Chicago May est née en Irlande dans un petit village, Edenmore. Très jeune, dès 19 ans, elle a voulu fuir sa condition, et a quitté son pays pour rejoindre les Etats-Unis. Sur place, n’ayant pas d’argent, elle apprit la prostitution, les vols, la débrouille. En femme libre et indépendante, elle voyagea en Europe, au Caire et à New York. Ses différents crimes lui valurent de nombreux emprisonnements, notamment en France lorsque son amant du moment braqua l’agence American Express à Paris.

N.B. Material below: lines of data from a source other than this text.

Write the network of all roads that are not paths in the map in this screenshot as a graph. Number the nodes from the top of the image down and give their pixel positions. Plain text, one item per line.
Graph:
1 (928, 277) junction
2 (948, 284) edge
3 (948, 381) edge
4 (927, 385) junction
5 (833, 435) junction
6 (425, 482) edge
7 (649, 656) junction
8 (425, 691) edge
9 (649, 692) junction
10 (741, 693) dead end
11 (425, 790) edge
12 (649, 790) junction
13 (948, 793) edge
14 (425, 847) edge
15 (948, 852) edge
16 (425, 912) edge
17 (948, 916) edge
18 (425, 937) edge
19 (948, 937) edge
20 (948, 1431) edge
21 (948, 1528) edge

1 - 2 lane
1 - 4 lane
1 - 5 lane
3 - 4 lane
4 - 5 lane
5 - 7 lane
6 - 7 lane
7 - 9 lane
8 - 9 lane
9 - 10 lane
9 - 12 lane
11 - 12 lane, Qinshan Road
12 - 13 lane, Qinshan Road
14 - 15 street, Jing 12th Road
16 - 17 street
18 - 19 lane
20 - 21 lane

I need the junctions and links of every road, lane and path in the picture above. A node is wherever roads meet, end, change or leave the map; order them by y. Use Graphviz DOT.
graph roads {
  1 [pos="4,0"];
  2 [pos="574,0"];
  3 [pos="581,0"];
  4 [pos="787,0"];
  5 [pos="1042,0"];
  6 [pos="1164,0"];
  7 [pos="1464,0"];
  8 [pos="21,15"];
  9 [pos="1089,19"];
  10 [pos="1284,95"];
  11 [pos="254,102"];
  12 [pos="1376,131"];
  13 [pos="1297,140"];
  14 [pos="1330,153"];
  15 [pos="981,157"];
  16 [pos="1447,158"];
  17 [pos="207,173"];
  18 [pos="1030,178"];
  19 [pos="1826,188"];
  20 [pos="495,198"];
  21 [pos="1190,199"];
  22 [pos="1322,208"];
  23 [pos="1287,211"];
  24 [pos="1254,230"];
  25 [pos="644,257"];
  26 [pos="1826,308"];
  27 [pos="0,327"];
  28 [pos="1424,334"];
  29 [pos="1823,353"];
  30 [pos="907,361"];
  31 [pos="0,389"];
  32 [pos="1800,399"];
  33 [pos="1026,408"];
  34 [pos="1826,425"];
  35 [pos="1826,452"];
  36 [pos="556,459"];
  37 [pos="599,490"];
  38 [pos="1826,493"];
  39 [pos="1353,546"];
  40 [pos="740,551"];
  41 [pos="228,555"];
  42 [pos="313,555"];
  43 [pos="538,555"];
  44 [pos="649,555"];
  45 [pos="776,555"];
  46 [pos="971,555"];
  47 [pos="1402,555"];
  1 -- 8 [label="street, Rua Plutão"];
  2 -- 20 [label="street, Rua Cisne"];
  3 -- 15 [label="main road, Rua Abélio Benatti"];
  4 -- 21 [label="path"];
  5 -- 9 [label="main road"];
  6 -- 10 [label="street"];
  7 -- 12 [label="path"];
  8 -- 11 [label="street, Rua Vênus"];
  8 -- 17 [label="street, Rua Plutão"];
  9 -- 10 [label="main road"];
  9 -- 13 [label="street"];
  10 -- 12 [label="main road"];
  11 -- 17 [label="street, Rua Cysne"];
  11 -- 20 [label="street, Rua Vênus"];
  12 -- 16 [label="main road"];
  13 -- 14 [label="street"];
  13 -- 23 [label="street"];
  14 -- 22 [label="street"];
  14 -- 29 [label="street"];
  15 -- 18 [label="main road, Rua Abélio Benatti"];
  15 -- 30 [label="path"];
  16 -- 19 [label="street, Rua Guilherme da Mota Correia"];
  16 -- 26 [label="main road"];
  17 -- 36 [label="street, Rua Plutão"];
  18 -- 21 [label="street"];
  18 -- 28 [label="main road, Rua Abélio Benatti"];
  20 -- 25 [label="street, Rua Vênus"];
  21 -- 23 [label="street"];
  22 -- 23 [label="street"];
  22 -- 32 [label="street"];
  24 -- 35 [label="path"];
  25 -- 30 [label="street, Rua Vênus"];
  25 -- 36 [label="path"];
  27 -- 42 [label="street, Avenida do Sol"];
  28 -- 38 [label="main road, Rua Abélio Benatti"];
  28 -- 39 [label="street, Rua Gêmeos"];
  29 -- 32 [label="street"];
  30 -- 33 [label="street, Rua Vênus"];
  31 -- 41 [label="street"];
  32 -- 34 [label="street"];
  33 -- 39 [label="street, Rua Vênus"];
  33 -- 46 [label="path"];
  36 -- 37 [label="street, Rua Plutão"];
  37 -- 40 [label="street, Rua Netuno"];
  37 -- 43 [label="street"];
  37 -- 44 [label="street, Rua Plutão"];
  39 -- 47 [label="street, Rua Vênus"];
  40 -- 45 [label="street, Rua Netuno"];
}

Je pense que cette histoire de départ aurait pu donner un roman trépidant voire tragique. L’histoire de cette femme est exceptionnelle : elle a payé cher son indépendance à une époque où son existence devait être toute tracée… Le problème, c’est le choix méthodologique de Nuala O’Faolain : elle n’a pas simplement voulu retracer la vie de son héroïne en reconstituant son passé grâce à divers documents, elle a voulu entrecroiser le destin de May au sien. Ce qui rend un livre très étrange, inclassable. Ce n’est ni une biographie ni une autofiction, encore moins un roman. La narratrice est trop bavarde. A chaque instant, elle exprime ses doutes et ses hypothèses. Le texte est alourdi par des « peut-être », « il me semble que », des « si », des conditionnels et des questions. Parfois, elle juge les protagonistes : « Je ne sais pas ce qui est le pire dans tout ça –que May ait eu recours à une arme encore une fois, ou qu’Avery ait déposé contre elle ». Nuala O’Faolain raconte aussi qu’elle a suivi les traces de son héroïne : elle a foulé le sol du village natal de May, a essayé de ressentir ce qui a poussé May a fuir les siens. Et surtout, elle entremêle les expériences de May aux siennes afin d’y trouver des correspondances : « Quand j’étais enfant, celle qui revenait ainsi, aussi exotique qu’un martin-pêcheur, c’était la jeune sœur de ma mère, Maureen. (…) Je vois May quand je me rappelle de Maureen en visite, assise dans son lit (…). La famille de May vit-elle dans ses yeux la fillette qu’elle avait été autrefois ? ». Je n’ai pas aimé ce livre non seulement parce que je n’y ai reconnu aucun genre bien défini, mais surtout parce que l’omniprésence de la narratrice m’a irritée. Je n’ai, à aucun moment, réussi à m’identifier à l’héroïne : les deux femmes semblaient sans cesse être en concurrence et May n’avait plus son indépendance revendiquée, elle reste prisonnière des hypothèses de l’auteur.